((

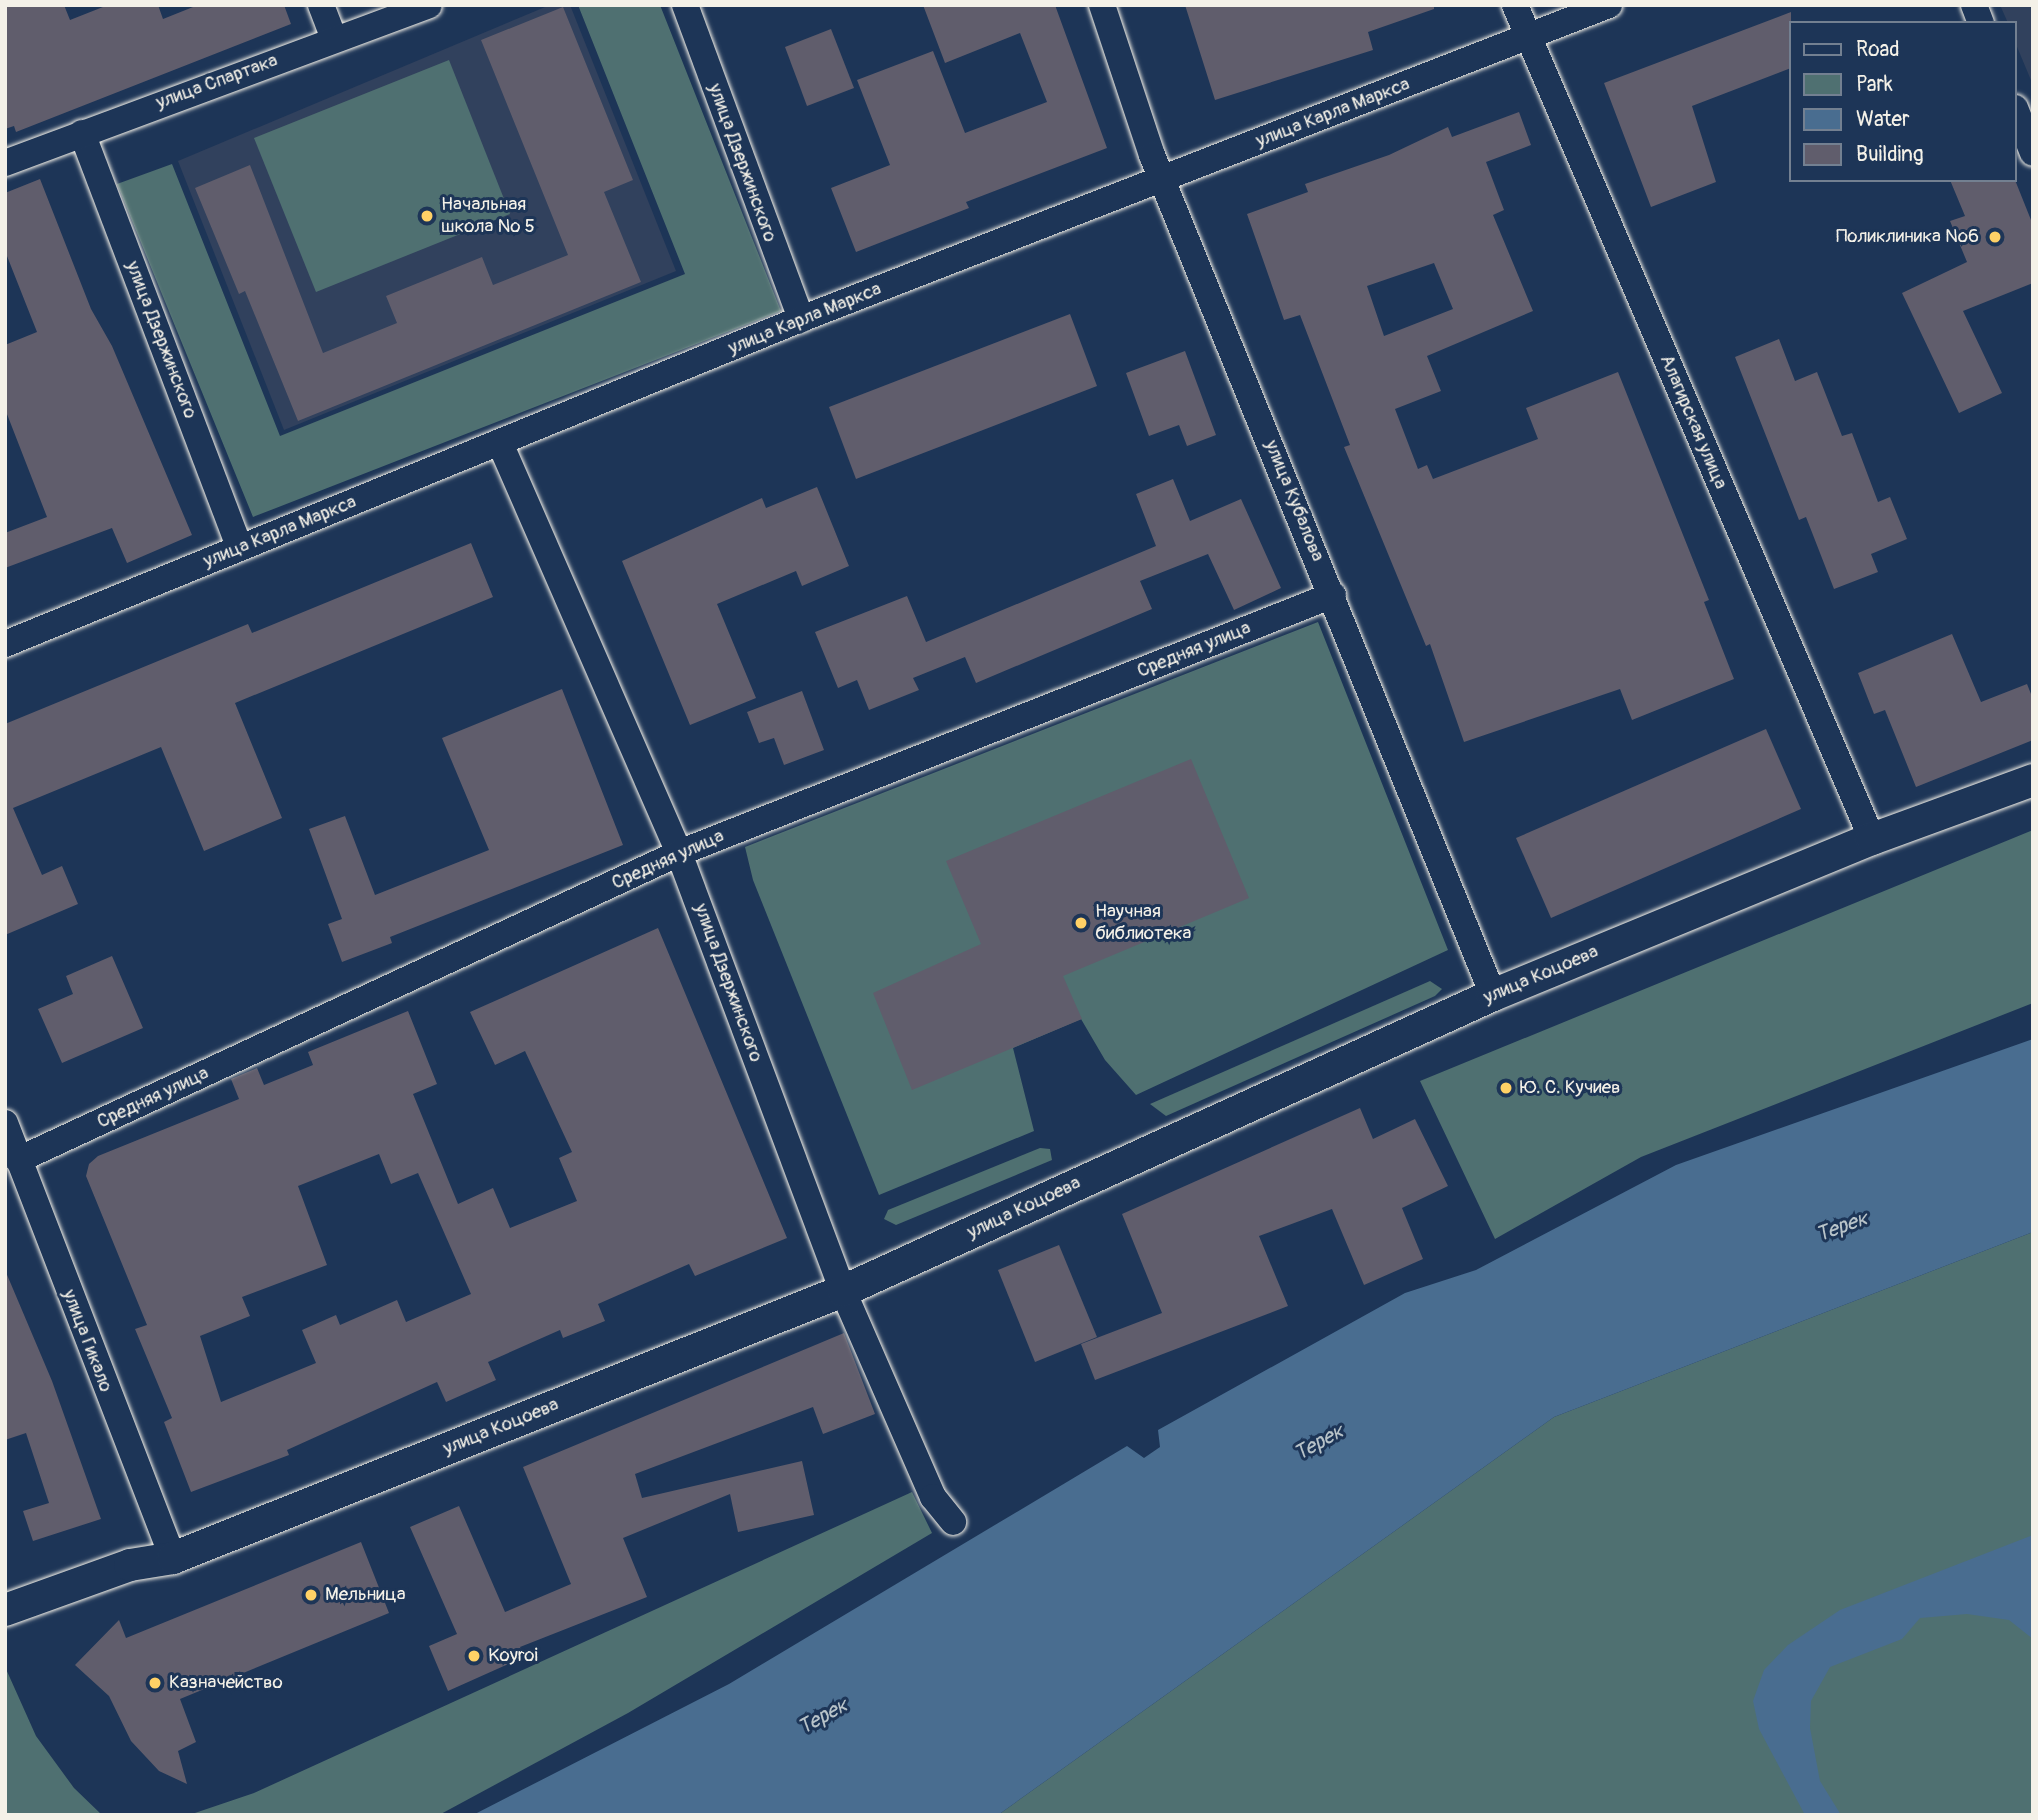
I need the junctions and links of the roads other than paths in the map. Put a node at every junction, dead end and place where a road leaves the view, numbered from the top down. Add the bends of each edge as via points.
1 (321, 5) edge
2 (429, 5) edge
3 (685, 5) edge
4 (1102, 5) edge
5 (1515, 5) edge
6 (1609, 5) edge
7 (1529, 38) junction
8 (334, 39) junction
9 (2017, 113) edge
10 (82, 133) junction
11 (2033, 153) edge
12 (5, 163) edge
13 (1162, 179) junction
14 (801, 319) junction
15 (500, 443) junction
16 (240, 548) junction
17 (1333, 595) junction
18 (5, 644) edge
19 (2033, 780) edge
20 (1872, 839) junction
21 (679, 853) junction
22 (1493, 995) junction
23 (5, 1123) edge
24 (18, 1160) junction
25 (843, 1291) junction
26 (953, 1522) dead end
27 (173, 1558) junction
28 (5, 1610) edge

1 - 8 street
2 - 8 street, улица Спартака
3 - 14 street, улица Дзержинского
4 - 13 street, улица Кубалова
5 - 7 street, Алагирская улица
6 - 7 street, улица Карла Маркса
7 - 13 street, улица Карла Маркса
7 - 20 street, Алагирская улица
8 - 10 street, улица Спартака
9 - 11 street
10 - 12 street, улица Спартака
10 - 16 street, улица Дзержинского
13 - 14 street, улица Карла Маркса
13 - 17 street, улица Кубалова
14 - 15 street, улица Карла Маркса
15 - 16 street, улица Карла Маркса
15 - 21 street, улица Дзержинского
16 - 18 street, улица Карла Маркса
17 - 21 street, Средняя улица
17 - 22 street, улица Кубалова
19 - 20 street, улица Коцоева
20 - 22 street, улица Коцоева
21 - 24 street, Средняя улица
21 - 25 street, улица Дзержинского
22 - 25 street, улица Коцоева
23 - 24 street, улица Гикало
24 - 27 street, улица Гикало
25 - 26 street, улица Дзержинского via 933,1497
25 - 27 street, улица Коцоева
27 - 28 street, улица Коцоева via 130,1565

))

▶ _Problem to solve_
Using the listing above, show each line holding the string "dead".

▶ _Output of the task_
I need the junctions and links of the roads other than paths in the map. Put a node at every junction, dead end and place where a road leaves the view, numbered from the top down. Add the bends of each edge as via points.
26 (953, 1522) dead end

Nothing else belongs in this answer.